Les performances de Joe Biden quant aux priorités de son administration, à savoir la lutte contre la pandémie de Covid-19 et le relancement de l'économie américaine, ont non seulement alimenté le récent rallye boursier mais ont également entraîné une hausse rapide des rendements du Trésor américain à 10 ans. Dans le contexte d'une amélioration des perspectives économiques, le bon du Trésor américain à 10 ans est passé d'environ 0,75 % le jour de l'élection à un maximum de 1,75 % à la fin du mois de mars de cette année. Depuis, les rendements du Trésor ont légèrement baissé pour atteindre 1,55-1,6%. Les attentes d'une reprise américaine solide et la hausse des rendements souverains américains ont également entraîné un creusement de l'écart avec les rendements des obligations souveraines européennes et un renforcement du dollar américain, qui (contrairement aux prévisions) s'est apprécié par rapport à la plupart des devises au cours des trois premiers mois de 2021.
Quel sera l'impact des politiques de Biden sur les marchés à l'avenir?
La grande question est de savoir comment les plans politiques de Joe Biden et leur mise en œuvre affecteront les marchés dans les semaines et les mois à venir. De nombreux facteurs sont à prendre en compte avant de pouvoir effectuer une évaluation complète des marchés pour les 100 prochains jours, notamment les politiques des autres pays. Voici déjà quelques effets positifs et négatifs, ainsi que certains risques.
L'augmentation des dépenses budgétaires (plan de relance) est un élément bénéfique pour les marchés actions et, dans une certaine mesure, ses effets ont déjà été intégrés dans les cours.

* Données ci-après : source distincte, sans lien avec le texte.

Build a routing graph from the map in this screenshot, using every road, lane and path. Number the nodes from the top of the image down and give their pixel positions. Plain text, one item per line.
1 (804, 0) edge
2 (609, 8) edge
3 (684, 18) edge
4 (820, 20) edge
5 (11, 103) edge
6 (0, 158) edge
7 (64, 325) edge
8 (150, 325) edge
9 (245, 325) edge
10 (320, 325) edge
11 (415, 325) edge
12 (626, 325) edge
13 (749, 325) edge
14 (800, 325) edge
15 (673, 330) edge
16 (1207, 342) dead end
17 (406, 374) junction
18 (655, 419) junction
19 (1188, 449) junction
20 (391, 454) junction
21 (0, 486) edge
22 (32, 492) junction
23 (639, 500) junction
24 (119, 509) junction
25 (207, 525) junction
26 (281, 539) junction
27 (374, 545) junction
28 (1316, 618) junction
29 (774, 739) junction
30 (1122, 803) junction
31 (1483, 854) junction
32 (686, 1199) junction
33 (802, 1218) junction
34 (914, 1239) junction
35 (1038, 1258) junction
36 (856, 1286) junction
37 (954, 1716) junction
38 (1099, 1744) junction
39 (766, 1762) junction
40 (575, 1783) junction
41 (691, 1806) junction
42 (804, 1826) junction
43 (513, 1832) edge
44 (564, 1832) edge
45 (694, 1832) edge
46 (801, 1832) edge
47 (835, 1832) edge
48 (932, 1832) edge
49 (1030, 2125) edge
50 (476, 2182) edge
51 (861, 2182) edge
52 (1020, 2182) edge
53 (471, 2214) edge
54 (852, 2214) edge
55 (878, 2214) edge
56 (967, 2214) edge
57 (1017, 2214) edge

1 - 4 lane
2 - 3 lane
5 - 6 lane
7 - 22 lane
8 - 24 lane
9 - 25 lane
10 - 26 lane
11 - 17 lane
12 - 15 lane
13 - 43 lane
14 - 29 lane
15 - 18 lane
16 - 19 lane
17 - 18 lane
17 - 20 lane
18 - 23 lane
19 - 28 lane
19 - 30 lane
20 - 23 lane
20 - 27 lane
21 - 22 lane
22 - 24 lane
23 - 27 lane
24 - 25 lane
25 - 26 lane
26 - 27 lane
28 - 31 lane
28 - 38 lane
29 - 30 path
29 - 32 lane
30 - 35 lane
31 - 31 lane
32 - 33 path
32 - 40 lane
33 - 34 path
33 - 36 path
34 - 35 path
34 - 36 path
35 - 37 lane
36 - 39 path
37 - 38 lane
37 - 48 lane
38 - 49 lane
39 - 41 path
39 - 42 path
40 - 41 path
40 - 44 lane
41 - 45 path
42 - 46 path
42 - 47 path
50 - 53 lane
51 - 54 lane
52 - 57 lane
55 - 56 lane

D’autre part, les risques potentiels pour les marchés boursiers découleront des discussions à venir sur le financement du plan de relance, en particulier la hausse d'impôts proposée. Il est encore difficile de déterminer si le Congrès adoptera cette mesure.
En ce qui concerne le marché obligataire, et plus particulièrement le marché du Trésor américain, une augmentation des dépenses budgétaires entraîne généralement des effets négatifs, car cela implique une augmentation des émissions (une augmentation de l'offre de titres du Trésor américain) et potentiellement une augmentation de l'inflation à moyen terme. Il se peut également que ce phénomène ait déjà été anticipé par les marchés avec la forte hausse des rendements du Trésor américain à laquelle nous avons assisté au premier trimestre.
Le risque majeur de cet ambitieux stimulus fiscal, régulièrement évoqué, est un pic permanent de l'inflation américaine. Le Trésor américain et la Fed sont en désaccord et affirment qu'ils (la Fed) ont les moyens de contrôler une hausse de l'inflation. Le récent mouvement à la baisse des rendements du Trésor américain semble indiquer que le marché commence peut-être à croire la Fed et à moins craindre de fortes pressions inflationnistes.